さて、友人からの依頼です。お父様の形見のSA-9800で破裂音と共に出音しなくなったとのこと。
私はPioneerのアンプを弄るのが大好きなので楽しみで仕方がありません。なんたってM-22よりも古い50年前のアンプですので設計の違いに大変興味があります。

それではやっていきましょう~!

外観チェック

天板はサビサビですがフロントパネルはどうでしょうか?
黄ばみはなくとても綺麗ですね!
内部も埃がすくなく大変綺麗です!

素子チェック

終段

さて、トランジスタとツェナーをチェックしていきますが一番値が張る終段を先にチェックします。
終段Trにアクセスするためにパンチングメタルを引き抜きます
ご対面~!
終段は2SD388/2SB541です。1石2000円くらいかなぁ
手に入るだけマシですが。
全て取り外してチェックしたところ全て問題なしでした!
良かった~!

終段以外のトランジスタやツェナーも問題なしでした!
って、アンプの故障の可能性はこの辺りがダントツで高いため、問題無いとなると原因究明が厄介かも・・・

素子交換

トランジスタとツェナーは無事でしたので電解コンデンサもチェックしつつ全交換していきます。その他も気になった素子は予防的に交換していきます。

電源回り

メインのフルブリッジ

終段の電源の整流回路がこの基板ですがラッピングされていますね・・・
ほどくしかありません。
ほどきました。
珍しい見た目のダイオードですね。
横から見ると・・・?
外してみました。
ダイオード2つでハーフブリッジになっています。
調べてみたところまだ手に入るようですが・・・
ここは純正よりも安定性を優先し、
M-22でも使用しているファーストリカバリのER504に交換します
交換しました!
因みにこの基板含めすべての基板のパターン面は洗浄&防湿コーティングしています。

ブロックコンデンサ

終段の安定化はこのコンデンサが命のため交換します。
デフォルトと同じELNAで容量据え置きの耐圧アップでいきます。
がっつり半田付けされていますので取り除いていきます。
耐圧アップしているにもかかわらず直径で10[mm]小さいです。
搭載されていた物はぷくっと膨らんでいますね・・・
容量やESRは問題なさそうでした。
径の小さなコンデンサバンドを固定するためのビス穴をあけます。
(白マーカー)
バンドの固定は元々のビスを流用します。
元々がタッピングビスのためドリルで穴をあけるだけでねじ止めできます。
配線を再半田していくのですが、新しいコンデンサは足が短く強度も弱そうです。
そこで3Pのラグ板を活用し半田付けしやすくします。
ラグ板ピッタリですね!
再配線しました!
ラグ版いいですねぇ~!

レギュレータ

レギュレータ―基板のフルブリッジのダイオードも交換しておきます
こちらもファーストリカバリでHER207に交換します。
性能は十分ですし店舗の在庫処分で安かったので😁
デフォルトのSBI01-02よりもVfが若干増えるため
発熱対策でフォーミング処理し基板から浮かせました。
基準電位を生成しているツェナーは異常なしでしたが予防交換します。

コンデンサ

電解コンデンサとタンタルコンデンサを総入れ替えします!
ここでは交換のための分解作業を紹介します。
温度補償用バリスタダイオードをヒートシンクから取りはずします。
ヒートシンクとシャーシを固定しているビスを外すと基板とヒートシンクを固定しているビスが横から外せるようになります。
ヒートシンクが外れました。
さらに基板が載るプレートも外しました。
お次はプロテクタ基板です
このままではサービスコンセントやSP出力のフレームに接触するため
半田作業が難しいです。
プロテクタ基板の半田付けを楽にするためにここから非常に遠回りします・・・
フレームをフリーにすれば楽になりますが、そのためにはフロントフレームを外す必要があります。
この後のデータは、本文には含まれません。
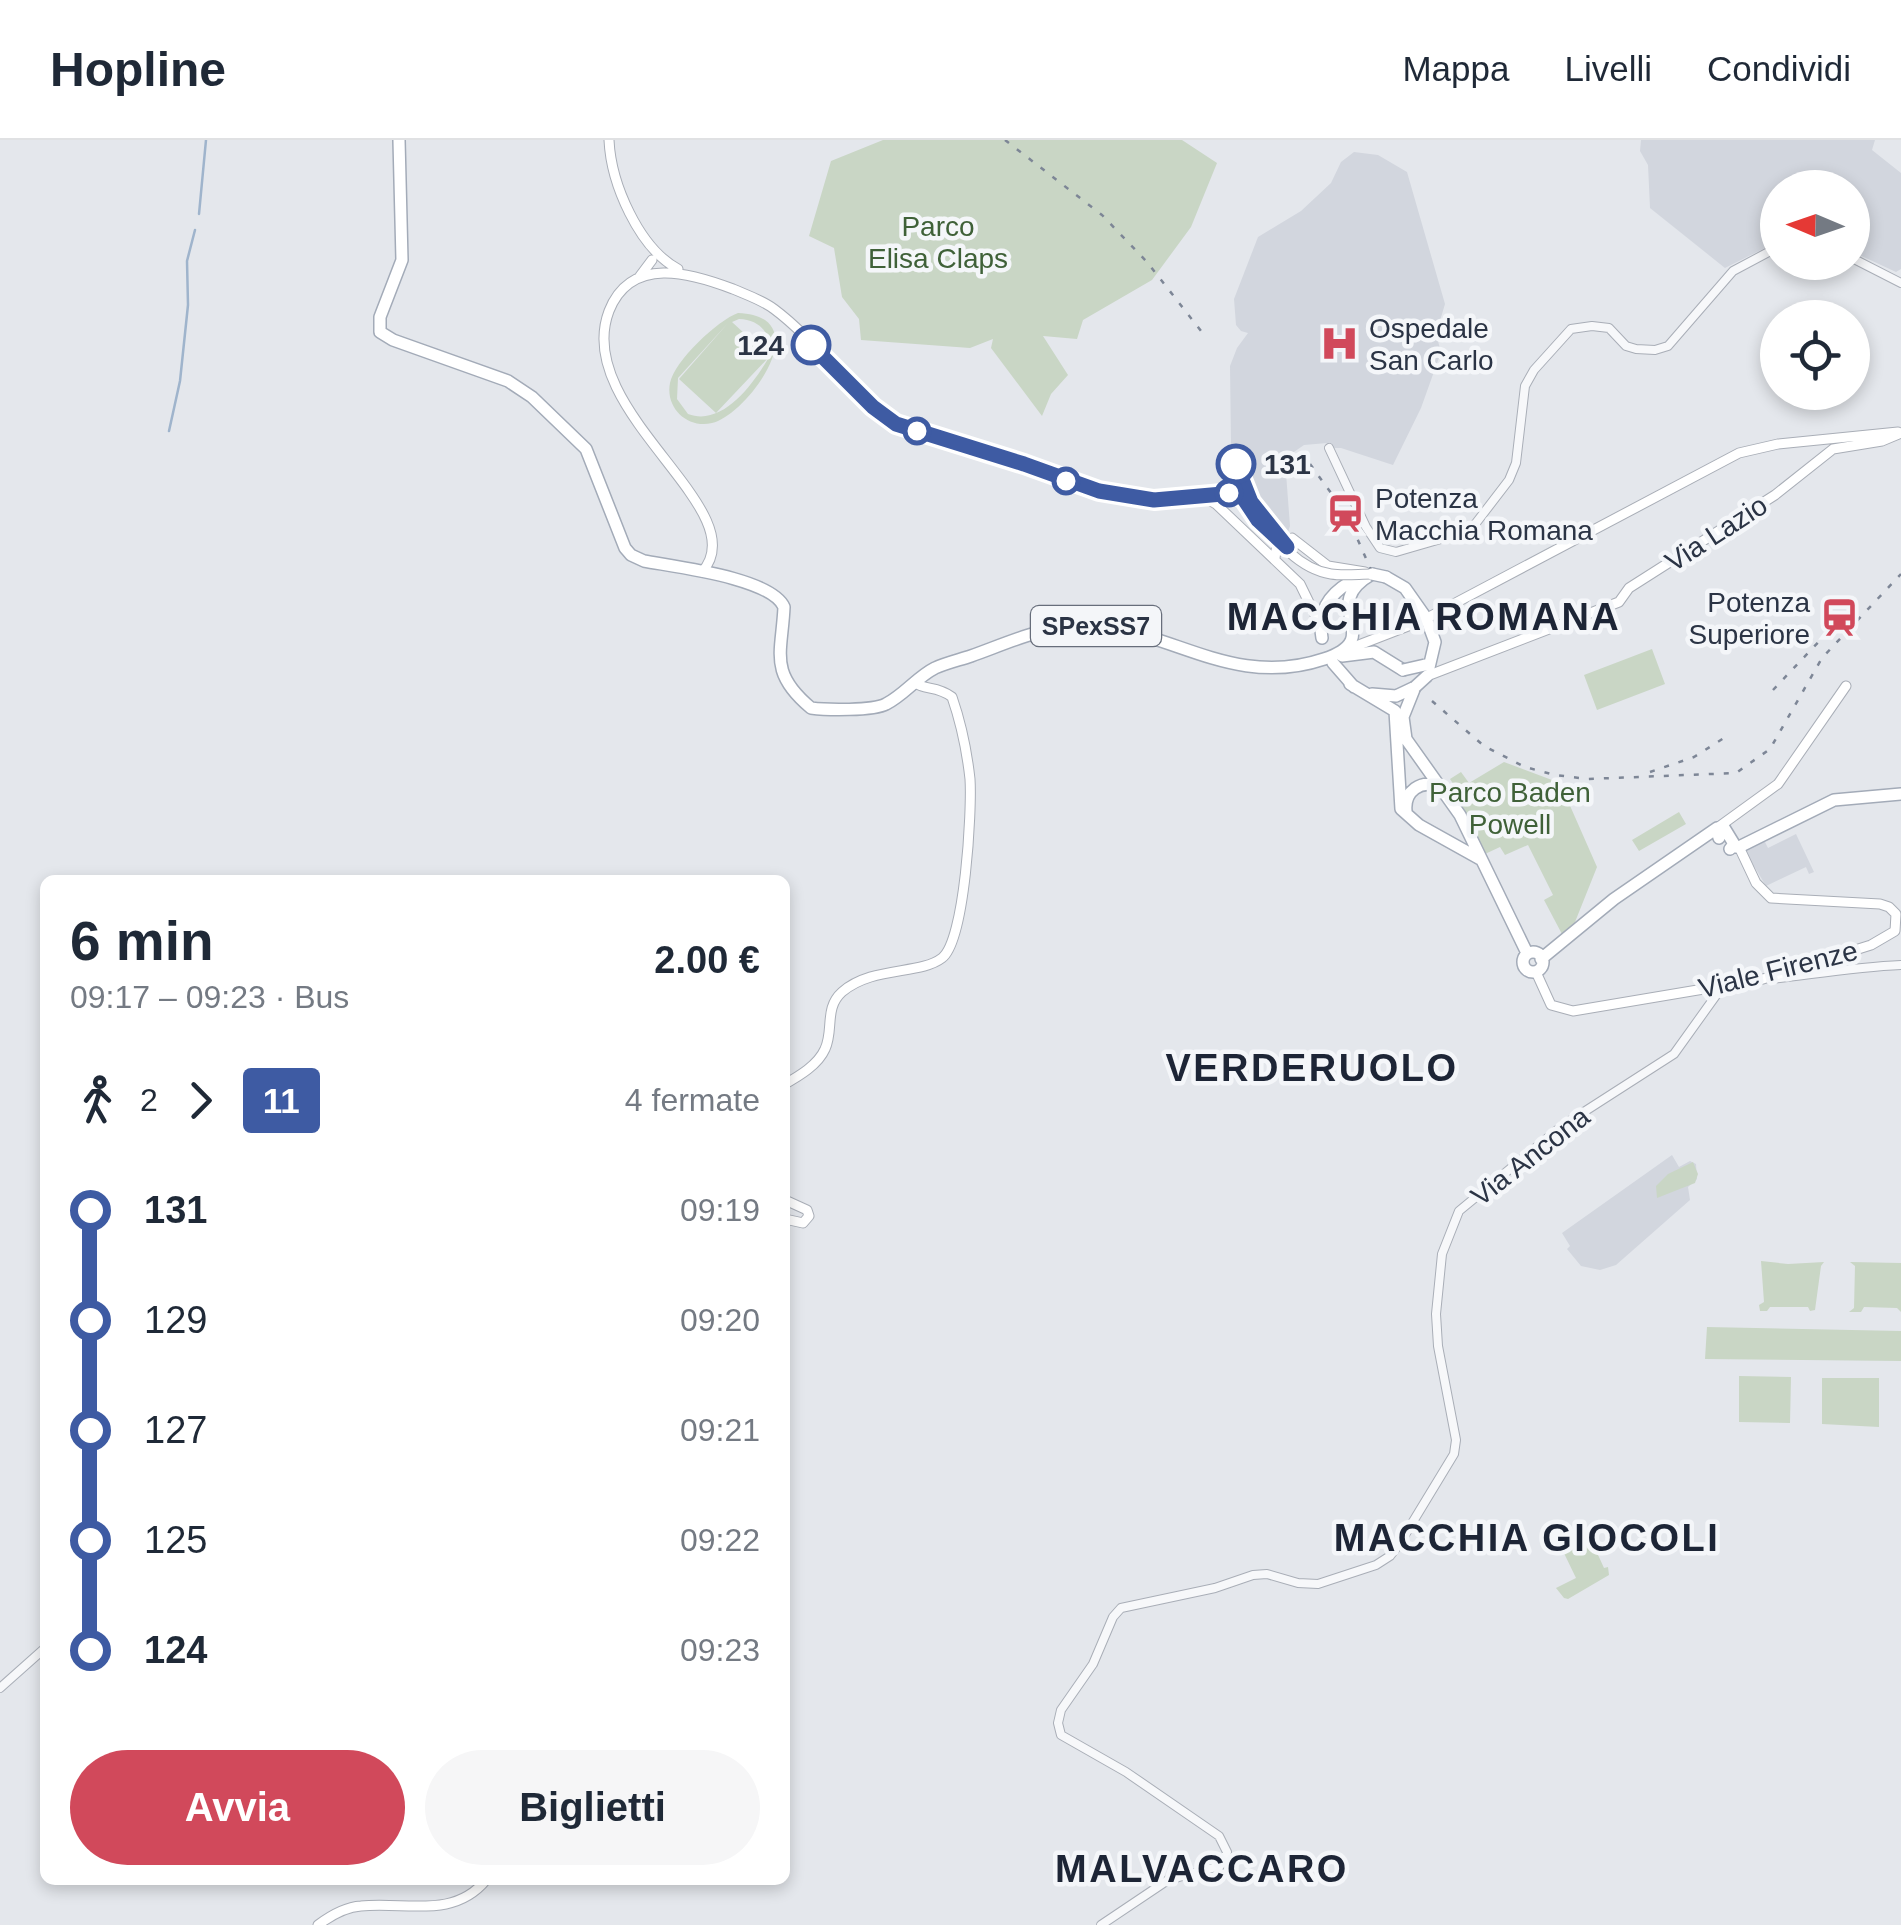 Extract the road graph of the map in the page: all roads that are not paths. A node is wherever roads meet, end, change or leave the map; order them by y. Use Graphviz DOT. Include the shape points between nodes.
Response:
graph roads {
  1 [pos="400,140"];
  2 [pos="609,140"];
  3 [pos="1760,256"];
  4 [pos="658,265"];
  5 [pos="1870,267"];
  6 [pos="1901,282"];
  7 [pos="1901,432"];
  8 [pos="1831,444"];
  9 [pos="1328,448"];
  10 [pos="1203,497"];
  11 [pos="1300,543"];
  12 [pos="707,558"];
  13 [pos="1277,560"];
  14 [pos="677,568"];
  15 [pos="702,572"];
  16 [pos="1379,576"];
  17 [pos="717,577"];
  18 [pos="1410,594"];
  19 [pos="1449,608"];
  20 [pos="1426,619"];
  21 [pos="1321,635"];
  22 [pos="1346,650"];
  23 [pos="1330,661"];
  24 [pos="1429,670"];
  25 [pos="914,682"];
  26 [pos="1350,684"];
  27 [pos="1846,686"];
  28 [pos="1414,692"];
  29 [pos="1442,790"];
  30 [pos="1901,794"];
  31 [pos="1408,816"];
  32 [pos="1463,823"];
  33 [pos="1719,831"];
  34 [pos="1445,838"];
  35 [pos="1735,846"];
  36 [pos="1482,860"];
  37 [pos="1808,963"];
  38 [pos="1539,965"];
  39 [pos="1901,965"];
  40 [pos="1814,975"];
  41 [pos="1763,979"];
  42 [pos="1722,987"];
  43 [pos="790,1081"];
  44 [pos="790,1202"];
  45 [pos="790,1220"];
  46 [pos="40,1652"];
  47 [pos="0,1688"];
  48 [pos="481,1885"];
  49 [pos="318,1925"];
  50 [pos="1101,1925"];
  1 -- 14 [label="main road" via="402,260 380,332 508,381 532,397 586,449 627,552"];
  2 -- 4 [label="main road" via="618,191"];
  3 -- 9 [label="street" via="1734,271 1668,346 1636,350 1608,328 1570,328 1525,386 1510,480 1465,532 1396,552 1380,548"];
  4 -- 10 [label="main road" via="771,306 884,417 1071,482 1154,500"];
  4 -- 12 [label="main road" via="618,295 604,338 611,379 628,412 706,519 712,540"];
  5 -- 6 [label="street"];
  7 -- 8 [label="main road, SPexSS7"];
  8 -- 19 [label="main road, SPexSS7" via="1739,454"];
  8 -- 24 [label="main road, Via Lazio" via="1775,494 1629,588 1619,602"];
  10 -- 13 [label="main road"];
  10 -- 16 [label="main road, bridge" via="1241,496 1268,531 1311,568"];
  11 -- 13 [label="main road" via="1283,538 1274,548"];
  11 -- 13 [label="main road" via="1298,563"];
  11 -- 16 [label="main road, bridge" via="1328,566"];
  12 -- 14 [label="main road"];
  12 -- 15 [label="main road"];
  12 -- 17 [label="main road"];
  13 -- 21 [label="main road" via="1309,596"];
  14 -- 15 [label="main road"];
  15 -- 17 [label="main road"];
  16 -- 18 [label="main road"];
  16 -- 21 [label="main road, bridge" via="1334,593 1322,613"];
  16 -- 22 [label="main road" via="1350,592 1354,635"];
  17 -- 25 [label="main road" via="781,600 778,655 810,708 884,706"];
  18 -- 19 [label="main road" via="1431,610"];
  18 -- 20 [label="main road"];
  19 -- 20 [label="main road, SPexSS7"];
  20 -- 22 [label="main road, SPexSS7"];
  20 -- 24 [label="main road" via="1435,642"];
  22 -- 23 [label="main road, SPexSS7"];
  23 -- 24 [label="main road, bridge" via="1374,652 1404,670"];
  23 -- 25 [label="main road, SPexSS7" via="1252,668 1111,628 1069,626 1040,630"];
  23 -- 26 [label="main road"];
  24 -- 28 [label="main road, bridge"];
  25 -- 43 [label="main road" via="952,697 968,764 957,927 937,962 879,974 843,992 830,1011 825,1050"];
  26 -- 28 [label="main road" via="1388,696"];
  26 -- 31 [label="main road" via="1395,712 1400,805"];
  27 -- 33 [label="main road" via="1778,784"];
  28 -- 29 [label="main road" via="1404,717 1406,739"];
  29 -- 31 [label="main road" via="1416,787 1405,803"];
  29 -- 32 [label="main road"];
  30 -- 35 [label="main road" via="1834,800"];
  31 -- 34 [label="main road"];
  32 -- 34 [label="main road" via="1457,836"];
  32 -- 36 [label="main road"];
  33 -- 35 [label="main road" via="1728,848"];
  33 -- 38 [label="main road" via="1614,899"];
  34 -- 36 [label="main road"];
  35 -- 37 [label="main road, Viale Firenze" via="1771,898 1880,904 1896,914 1895,931 1870,946"];
  36 -- 38 [label="main road"];
  37 -- 40 [label="street" via="1802,971"];
  37 -- 41 [label="main road, Viale Firenze"];
  38 -- 42 [label="main road, Viale Firenze" via="1548,1000 1565,1010"];
  39 -- 40 [label="street"];
  40 -- 41 [label="street"];
  41 -- 42 [label="main road, Viale Firenze"];
  42 -- 50 [label="street, Via Ancona" via="1674,1054 1562,1126 1459,1212 1442,1254 1436,1314 1454,1454 1390,1556 1318,1584 1267,1574 1121,1608 1113,1617 1058,1728 1064,1739 1126,1772 1226,1846 1224,1861 1168,1880"];
  44 -- 45 [label="main road" via="810,1216"];
  46 -- 47 [label="street"];
  48 -- 49 [label="main road" via="469,1896 435,1906 361,1906"];
}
フロントフレームを外すにはトーンコントロール基板を外さないといけません・・・
フロントパネルを外しました
ここにフレームを固定しているビスがあるため外したいのですがトーンコントロール基板が邪魔でドライバーが入りません・・・
トンコントロール基板を外すためにこのシールドの鉄板を外します。
無事にトーンコントロール基板が外れました!
フロントフレームも外しました!
これでようやくサイドフレームがフリーになり、プロテクタ基板の半田作業ができます。
お次はこの辺りです。レギュレータ基板と入力基板があります。
Phonoのゲインボリュームを外すとサイドパネルとサイドフレームが外れます
レギュレータ基板のコンデンサはフィルムが縮んでいるものがありますねぇ・・・
お次はレギュレータ基板の下の入力基板を触りたいのですが・・・
Phonoゲインボリューム基板が邪魔で黒いフレームを取り外せません・・・
このアンプのラッピングワイヤーは簡単に切れてしまい再利用できないため解くわけにはいかずラッピングのピンを基板から抜くことで対応します。
抜けました!
これで入力基板にアクセスできます。
パターン面もばっちりアクセスできますね。
トーンコントロール関係でタンタルが使用されています。

コンデンサ交換ハイライト

一部のコンデンサが劣化しておりました。
これはレギュレータの入力側のコンデンサですが容量やESRが異常です。
反対側は問題なさそうです。
トーンコントロールのタンタルもショートモードで破損していました。
上記以外にも多数の電解コンデンサが破損しておりましたので、
全て東信のオーディオグレードに交換しておきました😀

リレー交換・・・?

お次はプロテクタリレーを交換します。
デフォルトと同じオムロンの純正(左)を購入したのですが・・・
ビス固定用の足がありません!!!!
うっかりしていました・・・
DINレール用のリレーソケットを取り付けることも考えましたが
このスペースにはとても収まりません・・・
幸い接点抵抗は問題なかったため洗浄で対応しました。
ダメになったときは家族旅行を兼ねて現地で交換します😂

スイッチ/アッテネータ/ボリューム類洗浄

お次は各スイッチ/アッテネータ/ボリュームの洗浄を行います。
グリスが硬化しているため軸が折れそうなほど力を込めないと回せません😱
接点も洗浄したいため取り外していきます。
ナットはフロントパネルの固定も兼ねています。
軸が長いためこちらのディープソケットを用います。
薄ナットですがこのソケットでしっかり噛んでくれました。
トーンコントロールのアッテネータです
こちらはフィルター用のスイッチ類だったはずです。
これは確か・・・
忘れてしまいました😂
こちらはPhonoゲインボリュームです。
バラして洗浄しました。
スイッチ類もばらして洗浄します。
綺麗になりました。
こちらはメインボリュームです。
分解不可能でした・・・
ガリも出ていないためそのままとします。
スピーカーのOFF/A/B/AB切替スイッチです
こちらもばらして洗浄しました。

調整

レギュレータ

レギュレータ基板は珍しく電圧設定用の半固定抵抗がありますので交換し調整してみます。元の半固定抵抗は接着剤でロックされていたため小まめに調整する意図はないと思われます。
現在設定されている抵抗値を記録します。
新しいボリュームはピン間隔が合わないためピンバイスで基板を加工します。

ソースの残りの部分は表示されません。